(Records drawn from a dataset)
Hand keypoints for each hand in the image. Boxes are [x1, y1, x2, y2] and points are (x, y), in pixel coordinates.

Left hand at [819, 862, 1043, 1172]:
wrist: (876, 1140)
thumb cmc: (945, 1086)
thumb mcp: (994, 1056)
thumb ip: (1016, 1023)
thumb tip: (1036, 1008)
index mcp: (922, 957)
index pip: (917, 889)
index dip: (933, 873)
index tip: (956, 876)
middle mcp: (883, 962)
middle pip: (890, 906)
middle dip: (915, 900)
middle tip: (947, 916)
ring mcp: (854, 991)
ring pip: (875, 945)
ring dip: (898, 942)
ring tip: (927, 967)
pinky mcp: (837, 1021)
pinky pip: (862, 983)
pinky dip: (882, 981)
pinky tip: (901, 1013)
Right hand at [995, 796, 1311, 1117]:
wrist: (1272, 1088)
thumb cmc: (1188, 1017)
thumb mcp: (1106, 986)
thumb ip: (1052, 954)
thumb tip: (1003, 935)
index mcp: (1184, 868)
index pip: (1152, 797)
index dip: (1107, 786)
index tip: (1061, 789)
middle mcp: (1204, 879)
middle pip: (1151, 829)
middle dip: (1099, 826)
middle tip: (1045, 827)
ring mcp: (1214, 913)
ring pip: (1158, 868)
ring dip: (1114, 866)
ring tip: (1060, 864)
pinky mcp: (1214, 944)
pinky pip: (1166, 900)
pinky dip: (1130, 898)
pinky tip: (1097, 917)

* * *

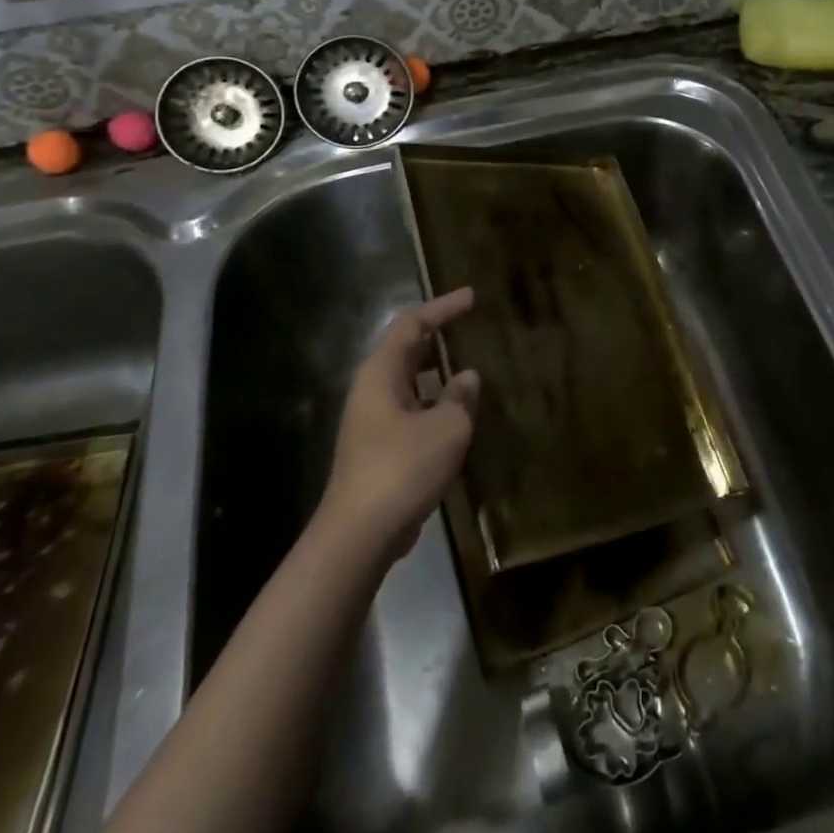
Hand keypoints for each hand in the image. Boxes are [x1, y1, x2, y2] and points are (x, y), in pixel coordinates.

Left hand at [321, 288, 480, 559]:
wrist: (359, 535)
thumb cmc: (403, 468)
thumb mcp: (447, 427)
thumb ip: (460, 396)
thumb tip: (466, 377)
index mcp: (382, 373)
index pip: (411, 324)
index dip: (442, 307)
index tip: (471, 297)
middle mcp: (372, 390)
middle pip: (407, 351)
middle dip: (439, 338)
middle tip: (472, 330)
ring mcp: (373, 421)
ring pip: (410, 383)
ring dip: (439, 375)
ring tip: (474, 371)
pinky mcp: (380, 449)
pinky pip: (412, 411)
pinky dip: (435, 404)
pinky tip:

**The task**
Take the lines above from the one containing "index pip: (1152, 797)" to the one containing "pinky tip: (1097, 917)" and retype them exactly, both ends included, with nothing added.

**Task solution**
index pip: (1152, 797)
index dip: (1107, 786)
index tip: (1061, 789)
middle mcp: (1204, 879)
middle pip: (1151, 829)
middle dip: (1099, 826)
middle tip: (1045, 827)
ring mcp: (1214, 913)
ring pip: (1158, 868)
ring dip: (1114, 866)
ring tip: (1060, 864)
pinky mcp: (1214, 944)
pinky pip: (1166, 900)
pinky dip: (1130, 898)
pinky tip: (1097, 917)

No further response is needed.